> YOUR ASSIGNMENT
Whenever the string "Lake" appears in a line below, please copy the line out.

> DATA
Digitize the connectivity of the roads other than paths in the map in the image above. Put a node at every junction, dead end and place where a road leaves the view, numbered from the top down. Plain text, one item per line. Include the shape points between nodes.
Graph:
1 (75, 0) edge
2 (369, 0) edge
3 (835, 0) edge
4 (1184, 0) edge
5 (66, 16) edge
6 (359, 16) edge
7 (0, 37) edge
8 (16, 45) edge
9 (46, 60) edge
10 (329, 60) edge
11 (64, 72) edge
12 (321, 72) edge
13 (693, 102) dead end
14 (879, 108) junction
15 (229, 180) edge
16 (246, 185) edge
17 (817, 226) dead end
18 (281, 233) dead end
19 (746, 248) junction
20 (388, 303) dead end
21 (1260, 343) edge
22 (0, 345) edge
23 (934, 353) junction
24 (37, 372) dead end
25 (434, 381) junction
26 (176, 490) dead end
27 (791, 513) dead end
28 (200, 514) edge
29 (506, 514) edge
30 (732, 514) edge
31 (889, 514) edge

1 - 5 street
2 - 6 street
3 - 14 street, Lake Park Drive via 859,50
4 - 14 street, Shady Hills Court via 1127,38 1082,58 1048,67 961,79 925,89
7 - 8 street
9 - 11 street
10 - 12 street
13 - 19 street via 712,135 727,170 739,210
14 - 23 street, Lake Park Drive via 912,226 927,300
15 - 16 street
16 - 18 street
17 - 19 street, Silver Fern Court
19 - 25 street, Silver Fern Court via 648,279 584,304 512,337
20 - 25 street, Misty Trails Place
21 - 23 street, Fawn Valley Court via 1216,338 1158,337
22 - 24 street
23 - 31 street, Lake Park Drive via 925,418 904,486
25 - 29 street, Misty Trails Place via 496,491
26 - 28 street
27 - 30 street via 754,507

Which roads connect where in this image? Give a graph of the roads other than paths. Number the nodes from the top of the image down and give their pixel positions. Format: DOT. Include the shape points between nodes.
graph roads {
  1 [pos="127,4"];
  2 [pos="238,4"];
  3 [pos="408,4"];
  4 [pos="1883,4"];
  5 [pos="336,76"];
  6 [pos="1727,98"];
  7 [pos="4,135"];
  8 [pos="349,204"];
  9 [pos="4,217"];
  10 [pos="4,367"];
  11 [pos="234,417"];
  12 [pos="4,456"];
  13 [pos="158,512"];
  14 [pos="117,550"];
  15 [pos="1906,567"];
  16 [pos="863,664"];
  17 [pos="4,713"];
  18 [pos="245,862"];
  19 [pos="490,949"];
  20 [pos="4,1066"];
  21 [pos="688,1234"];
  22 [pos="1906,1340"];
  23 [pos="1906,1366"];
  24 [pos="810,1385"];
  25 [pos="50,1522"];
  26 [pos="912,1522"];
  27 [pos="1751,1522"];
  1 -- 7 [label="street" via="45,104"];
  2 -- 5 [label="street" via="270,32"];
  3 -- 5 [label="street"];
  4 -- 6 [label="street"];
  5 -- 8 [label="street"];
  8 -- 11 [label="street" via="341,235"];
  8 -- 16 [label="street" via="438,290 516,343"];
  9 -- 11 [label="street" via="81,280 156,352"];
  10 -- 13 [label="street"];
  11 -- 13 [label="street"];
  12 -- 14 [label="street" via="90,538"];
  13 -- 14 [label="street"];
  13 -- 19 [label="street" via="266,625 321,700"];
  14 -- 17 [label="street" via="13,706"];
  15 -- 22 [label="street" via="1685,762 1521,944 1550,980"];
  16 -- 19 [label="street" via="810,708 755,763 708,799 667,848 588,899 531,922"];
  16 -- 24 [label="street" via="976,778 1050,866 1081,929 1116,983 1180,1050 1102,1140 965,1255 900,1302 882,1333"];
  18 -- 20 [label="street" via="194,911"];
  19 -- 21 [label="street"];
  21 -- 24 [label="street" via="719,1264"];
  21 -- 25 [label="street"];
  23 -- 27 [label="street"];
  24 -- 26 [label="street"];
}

> SOLUTION BELOW
3 - 14 street, Lake Park Drive via 859,50
14 - 23 street, Lake Park Drive via 912,226 927,300
23 - 31 street, Lake Park Drive via 925,418 904,486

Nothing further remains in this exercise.